[[ GIVEN ENTRIES, beginning ]]

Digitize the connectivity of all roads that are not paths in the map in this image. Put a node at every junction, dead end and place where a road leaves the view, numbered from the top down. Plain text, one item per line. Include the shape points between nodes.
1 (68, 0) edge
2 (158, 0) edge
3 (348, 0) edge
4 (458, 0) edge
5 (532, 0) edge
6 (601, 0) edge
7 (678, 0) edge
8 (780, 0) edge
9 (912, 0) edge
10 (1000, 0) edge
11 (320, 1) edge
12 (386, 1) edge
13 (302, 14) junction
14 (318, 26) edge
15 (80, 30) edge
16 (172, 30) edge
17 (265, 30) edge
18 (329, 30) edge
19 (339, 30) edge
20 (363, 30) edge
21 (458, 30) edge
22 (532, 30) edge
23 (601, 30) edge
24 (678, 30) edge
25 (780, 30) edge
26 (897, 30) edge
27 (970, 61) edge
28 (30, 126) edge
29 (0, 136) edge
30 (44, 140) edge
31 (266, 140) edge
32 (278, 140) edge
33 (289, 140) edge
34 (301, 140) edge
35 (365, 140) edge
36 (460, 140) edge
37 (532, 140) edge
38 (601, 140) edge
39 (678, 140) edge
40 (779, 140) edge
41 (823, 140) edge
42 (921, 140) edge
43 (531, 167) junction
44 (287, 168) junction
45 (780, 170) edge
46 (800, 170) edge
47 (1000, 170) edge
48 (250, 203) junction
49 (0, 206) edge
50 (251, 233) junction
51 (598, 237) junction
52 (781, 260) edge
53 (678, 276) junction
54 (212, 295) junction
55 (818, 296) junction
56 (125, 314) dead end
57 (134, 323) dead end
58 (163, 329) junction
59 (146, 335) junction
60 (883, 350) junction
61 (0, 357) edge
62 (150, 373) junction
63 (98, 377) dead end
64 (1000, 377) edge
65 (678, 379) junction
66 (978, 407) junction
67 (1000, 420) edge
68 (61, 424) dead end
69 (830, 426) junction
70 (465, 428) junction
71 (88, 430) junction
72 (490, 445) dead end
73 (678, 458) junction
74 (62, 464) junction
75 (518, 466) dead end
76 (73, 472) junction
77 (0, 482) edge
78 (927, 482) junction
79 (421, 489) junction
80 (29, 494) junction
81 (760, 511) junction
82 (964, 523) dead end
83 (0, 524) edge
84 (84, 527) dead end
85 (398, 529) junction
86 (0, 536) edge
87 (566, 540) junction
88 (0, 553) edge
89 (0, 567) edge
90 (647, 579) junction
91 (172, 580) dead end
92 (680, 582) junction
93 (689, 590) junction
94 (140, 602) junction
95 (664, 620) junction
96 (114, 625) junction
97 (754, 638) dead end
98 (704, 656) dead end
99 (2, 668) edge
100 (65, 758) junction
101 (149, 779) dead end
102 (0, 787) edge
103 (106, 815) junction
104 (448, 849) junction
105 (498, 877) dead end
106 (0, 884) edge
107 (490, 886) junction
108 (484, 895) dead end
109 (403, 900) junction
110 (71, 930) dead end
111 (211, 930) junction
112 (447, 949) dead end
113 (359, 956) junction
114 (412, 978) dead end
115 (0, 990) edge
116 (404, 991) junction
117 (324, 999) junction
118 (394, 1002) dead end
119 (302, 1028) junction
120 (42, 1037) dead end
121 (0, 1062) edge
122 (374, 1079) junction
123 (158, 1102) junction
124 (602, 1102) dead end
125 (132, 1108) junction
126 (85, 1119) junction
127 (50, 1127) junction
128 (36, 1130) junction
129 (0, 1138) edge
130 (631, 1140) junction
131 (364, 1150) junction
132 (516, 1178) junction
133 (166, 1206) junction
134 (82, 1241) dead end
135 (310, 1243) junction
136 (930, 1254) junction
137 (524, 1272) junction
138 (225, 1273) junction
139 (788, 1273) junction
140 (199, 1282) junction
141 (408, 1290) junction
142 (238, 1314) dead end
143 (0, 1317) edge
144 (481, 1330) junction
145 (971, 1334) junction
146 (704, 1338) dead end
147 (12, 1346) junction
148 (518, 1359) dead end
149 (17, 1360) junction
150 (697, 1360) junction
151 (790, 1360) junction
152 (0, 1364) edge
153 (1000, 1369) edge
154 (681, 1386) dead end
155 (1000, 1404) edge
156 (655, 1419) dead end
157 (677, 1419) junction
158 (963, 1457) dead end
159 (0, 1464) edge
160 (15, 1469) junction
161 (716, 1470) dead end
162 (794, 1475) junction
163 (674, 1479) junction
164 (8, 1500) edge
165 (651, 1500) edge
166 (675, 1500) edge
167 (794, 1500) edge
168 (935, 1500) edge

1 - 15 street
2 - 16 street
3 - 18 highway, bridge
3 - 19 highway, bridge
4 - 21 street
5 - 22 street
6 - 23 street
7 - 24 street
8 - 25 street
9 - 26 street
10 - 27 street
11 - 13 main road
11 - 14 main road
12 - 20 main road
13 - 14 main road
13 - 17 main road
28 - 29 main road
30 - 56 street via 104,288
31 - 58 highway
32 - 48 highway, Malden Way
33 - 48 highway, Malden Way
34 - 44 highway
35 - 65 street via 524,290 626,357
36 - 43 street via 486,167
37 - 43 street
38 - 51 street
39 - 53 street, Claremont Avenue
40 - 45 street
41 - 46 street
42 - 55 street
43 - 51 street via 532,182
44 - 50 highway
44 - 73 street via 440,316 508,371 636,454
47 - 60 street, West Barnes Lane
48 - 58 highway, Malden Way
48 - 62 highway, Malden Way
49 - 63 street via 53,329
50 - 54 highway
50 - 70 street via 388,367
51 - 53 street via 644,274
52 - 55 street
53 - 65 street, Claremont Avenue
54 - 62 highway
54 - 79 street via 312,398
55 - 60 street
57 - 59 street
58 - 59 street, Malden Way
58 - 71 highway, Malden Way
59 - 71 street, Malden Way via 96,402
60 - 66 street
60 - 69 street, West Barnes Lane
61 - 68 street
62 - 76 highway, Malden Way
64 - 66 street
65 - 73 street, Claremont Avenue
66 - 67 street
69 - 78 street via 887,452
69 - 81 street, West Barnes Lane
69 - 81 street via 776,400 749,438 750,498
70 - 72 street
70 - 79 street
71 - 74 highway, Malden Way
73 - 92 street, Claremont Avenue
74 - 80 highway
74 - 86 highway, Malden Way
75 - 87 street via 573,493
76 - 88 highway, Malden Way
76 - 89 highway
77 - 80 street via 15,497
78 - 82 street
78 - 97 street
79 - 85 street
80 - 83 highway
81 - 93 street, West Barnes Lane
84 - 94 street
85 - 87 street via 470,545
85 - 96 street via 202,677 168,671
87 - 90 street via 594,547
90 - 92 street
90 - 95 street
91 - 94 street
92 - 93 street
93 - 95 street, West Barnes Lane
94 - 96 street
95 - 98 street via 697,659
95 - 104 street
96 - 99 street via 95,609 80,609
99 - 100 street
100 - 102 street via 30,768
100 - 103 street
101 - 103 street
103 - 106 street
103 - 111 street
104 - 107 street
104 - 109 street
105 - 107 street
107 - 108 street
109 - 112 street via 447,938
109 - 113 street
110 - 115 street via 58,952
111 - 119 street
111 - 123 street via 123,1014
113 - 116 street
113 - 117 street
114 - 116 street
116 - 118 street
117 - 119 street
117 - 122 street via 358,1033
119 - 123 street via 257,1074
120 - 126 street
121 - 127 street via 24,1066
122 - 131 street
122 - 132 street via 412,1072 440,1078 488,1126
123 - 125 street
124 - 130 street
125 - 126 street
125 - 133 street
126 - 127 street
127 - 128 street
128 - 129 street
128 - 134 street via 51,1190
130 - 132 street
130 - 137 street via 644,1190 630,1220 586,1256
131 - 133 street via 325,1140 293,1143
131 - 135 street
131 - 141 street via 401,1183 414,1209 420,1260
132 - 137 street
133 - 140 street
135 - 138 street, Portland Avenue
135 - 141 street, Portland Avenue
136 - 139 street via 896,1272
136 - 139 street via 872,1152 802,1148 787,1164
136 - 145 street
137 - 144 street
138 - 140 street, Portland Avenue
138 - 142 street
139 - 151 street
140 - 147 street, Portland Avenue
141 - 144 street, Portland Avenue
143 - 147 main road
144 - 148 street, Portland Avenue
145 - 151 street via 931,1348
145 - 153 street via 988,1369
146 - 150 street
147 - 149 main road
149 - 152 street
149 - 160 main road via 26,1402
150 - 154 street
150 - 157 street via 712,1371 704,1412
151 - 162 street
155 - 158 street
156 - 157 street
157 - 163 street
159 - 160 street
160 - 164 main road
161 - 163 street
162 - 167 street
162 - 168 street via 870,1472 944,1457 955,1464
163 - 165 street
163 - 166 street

[[ GIVEN ENTRIES, end ]]

--- TASK ITEM ---
If a line above includes the word "Portland", count it; then give the final number by itself.

--- RESPONSE AREA ---
6